So I think a company like Plug that built the 1st market is very attractive to different jurisdictions who would want to support the building of such a facility.
Great. And maybe just very quickly one last question. We do get questions just on the long haul transportation, long haul trucking market in terms of the relative advantages of fuel cells versus battery systems. And I know you've talked about that in great depth on numerous occasions. I just wondered if you could give us your latest thinking on sort of the reasons you see advantages in terms of fuel cell systems for longer long haul transportation?
Sure, Stephen. I view this as an asset versus an asset utilization plan. And if you look at it and I guess one of my fundamental beliefs is that electric motors eventually will be a better cost solution than internal combustion engines. That's a question of how you power. And as many people know, fuel cells have 3 advantages.

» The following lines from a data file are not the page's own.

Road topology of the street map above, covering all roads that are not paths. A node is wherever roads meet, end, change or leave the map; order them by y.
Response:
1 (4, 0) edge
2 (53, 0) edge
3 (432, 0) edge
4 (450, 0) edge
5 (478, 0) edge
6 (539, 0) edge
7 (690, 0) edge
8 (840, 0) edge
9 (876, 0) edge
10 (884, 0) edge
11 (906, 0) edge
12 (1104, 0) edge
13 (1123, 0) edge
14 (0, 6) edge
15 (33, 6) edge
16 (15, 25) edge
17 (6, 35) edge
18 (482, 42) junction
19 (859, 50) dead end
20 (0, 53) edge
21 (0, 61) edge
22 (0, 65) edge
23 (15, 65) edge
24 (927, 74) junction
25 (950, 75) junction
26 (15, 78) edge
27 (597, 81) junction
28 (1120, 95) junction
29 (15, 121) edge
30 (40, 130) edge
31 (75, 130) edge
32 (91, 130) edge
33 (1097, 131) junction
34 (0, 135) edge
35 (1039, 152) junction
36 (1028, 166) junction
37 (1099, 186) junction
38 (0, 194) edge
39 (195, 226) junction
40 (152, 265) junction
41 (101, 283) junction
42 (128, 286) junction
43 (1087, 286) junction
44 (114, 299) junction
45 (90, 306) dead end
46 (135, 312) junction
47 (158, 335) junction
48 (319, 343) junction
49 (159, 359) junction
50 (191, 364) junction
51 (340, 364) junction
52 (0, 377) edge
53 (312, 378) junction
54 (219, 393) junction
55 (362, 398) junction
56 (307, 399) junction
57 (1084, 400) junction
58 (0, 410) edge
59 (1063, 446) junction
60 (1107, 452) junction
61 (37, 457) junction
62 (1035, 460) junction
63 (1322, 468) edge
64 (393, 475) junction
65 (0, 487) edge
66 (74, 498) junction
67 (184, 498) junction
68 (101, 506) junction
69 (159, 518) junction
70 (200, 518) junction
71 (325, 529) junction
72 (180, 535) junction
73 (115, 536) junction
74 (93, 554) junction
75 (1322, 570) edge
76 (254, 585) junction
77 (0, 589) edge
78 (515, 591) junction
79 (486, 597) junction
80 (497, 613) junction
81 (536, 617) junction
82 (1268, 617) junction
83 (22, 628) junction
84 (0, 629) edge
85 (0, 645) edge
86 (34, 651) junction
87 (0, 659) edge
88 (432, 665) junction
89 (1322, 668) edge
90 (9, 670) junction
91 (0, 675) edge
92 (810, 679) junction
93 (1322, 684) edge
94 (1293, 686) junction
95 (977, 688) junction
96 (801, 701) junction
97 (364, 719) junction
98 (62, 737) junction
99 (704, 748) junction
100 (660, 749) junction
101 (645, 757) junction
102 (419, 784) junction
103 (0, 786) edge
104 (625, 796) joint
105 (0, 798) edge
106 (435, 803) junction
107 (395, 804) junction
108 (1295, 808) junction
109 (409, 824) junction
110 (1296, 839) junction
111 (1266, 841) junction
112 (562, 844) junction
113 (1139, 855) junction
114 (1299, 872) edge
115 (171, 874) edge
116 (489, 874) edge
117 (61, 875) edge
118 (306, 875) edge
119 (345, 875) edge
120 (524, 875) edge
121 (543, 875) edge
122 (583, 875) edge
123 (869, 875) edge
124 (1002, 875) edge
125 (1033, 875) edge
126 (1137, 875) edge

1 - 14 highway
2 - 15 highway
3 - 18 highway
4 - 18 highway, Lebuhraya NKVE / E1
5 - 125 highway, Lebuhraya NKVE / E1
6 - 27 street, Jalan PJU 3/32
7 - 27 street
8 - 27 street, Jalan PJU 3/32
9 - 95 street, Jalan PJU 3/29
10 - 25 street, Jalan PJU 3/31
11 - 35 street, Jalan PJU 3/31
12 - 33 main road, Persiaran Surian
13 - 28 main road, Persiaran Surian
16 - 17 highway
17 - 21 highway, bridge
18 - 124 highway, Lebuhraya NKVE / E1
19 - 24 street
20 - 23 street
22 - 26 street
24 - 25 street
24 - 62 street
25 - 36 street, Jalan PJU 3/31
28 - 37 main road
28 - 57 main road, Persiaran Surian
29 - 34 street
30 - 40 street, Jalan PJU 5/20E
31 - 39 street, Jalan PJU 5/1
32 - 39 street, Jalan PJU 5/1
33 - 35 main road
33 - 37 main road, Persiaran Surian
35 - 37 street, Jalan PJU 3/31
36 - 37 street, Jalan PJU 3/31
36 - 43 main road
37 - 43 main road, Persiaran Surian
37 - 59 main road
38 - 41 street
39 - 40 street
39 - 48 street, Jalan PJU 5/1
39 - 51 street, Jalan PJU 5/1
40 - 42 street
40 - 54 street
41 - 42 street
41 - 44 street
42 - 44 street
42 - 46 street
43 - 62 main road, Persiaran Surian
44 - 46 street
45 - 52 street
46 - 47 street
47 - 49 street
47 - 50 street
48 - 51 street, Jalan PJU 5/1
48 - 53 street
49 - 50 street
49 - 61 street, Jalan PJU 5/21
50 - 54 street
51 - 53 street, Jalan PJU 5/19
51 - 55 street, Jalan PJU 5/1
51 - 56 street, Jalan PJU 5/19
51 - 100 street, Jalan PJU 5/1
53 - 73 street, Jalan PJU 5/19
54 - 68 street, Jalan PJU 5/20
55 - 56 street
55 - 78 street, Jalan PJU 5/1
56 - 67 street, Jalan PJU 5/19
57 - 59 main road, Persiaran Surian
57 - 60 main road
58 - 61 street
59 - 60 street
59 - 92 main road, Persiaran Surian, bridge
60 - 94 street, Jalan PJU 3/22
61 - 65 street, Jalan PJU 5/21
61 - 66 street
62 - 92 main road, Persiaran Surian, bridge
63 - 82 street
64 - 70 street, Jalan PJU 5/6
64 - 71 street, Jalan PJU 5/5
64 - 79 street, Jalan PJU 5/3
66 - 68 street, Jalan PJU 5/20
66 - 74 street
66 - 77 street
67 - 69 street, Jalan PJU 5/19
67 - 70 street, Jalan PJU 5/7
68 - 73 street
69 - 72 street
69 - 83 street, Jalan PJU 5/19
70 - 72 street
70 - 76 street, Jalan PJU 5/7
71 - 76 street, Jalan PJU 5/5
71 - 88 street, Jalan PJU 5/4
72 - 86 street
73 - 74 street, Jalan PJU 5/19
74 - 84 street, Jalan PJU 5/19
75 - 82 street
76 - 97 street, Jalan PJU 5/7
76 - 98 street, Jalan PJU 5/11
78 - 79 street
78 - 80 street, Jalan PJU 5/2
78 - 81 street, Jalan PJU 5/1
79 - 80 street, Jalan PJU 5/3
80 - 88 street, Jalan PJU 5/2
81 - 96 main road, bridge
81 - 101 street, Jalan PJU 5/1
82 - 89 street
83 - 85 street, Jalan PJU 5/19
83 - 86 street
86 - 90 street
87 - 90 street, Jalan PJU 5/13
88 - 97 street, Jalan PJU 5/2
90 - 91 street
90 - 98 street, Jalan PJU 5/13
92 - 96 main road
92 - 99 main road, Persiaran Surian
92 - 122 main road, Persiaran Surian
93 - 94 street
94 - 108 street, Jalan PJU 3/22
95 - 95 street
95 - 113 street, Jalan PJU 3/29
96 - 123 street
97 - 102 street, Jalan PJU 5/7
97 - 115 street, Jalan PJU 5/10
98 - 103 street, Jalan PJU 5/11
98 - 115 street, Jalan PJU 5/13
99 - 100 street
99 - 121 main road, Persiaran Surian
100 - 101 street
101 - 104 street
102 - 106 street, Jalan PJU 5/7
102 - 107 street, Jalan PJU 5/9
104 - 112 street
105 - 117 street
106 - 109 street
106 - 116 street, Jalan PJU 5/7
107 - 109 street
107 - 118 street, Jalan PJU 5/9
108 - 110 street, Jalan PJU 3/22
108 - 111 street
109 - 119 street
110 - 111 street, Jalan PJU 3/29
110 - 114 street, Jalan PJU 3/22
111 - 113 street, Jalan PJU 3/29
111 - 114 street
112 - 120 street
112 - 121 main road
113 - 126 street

1 is fast fueling, which can be 5 to 6 times at least 5 to 6 times faster than electrical charging. I think the second area is that ranges of up to 500 miles are certainly doable and possible with Class A trucks. And third is that, and this is the one that when you sit with people in the auto in the vehicle industry, it's the packaging density. I have a chart that I show that was put together by put together by DHL that shows that essentially after about 100 kilometers, the density of fuel cells and batteries is about the same, about the physical size they take up. But from that point on, batteries grow at a 10x rate.
So even if there's improvements in batteries, there also will be improvements in fuel cells. And DHL for any trucking beyond 120, 130 miles, for example, is a clear believer that because their business isn't moving batteries around, it's moving packages for customers that fuel cells are a distinct advantage because they just don't take up as much space as batteries will in a truck.
The next question is from Jeff Osborne of Cowen and Company. Please proceed with your question.
Hey, good morning, guys. Couple of questions
on my end.
Good to hear from you.
Good morning, Andy.
Hey, Andy, can you just talk about the cadence of the year? I mean, certainly the Q3, it looks phenomenal relative to the trends of the past, the 3rd Q4. Is that an impetus of retailers having to shift to more online versus in store business or I'm just trying to understand the cadence between 2Q to 3Q, the uptick of 40% that you talked about and then the downtick in 4Q?
Sure. So Jeff, I guess on the first item is that when I spoke about the second half of the year back in January, this I said 40% of the business, 35% to 40% of the business will be in the 4th in the first half. The rest would be in the second half. There hasn't been there has been some switches where I saw a slowdown in the auto market where we support companies who manufacture cars. But I did see a corresponding uptick in retail.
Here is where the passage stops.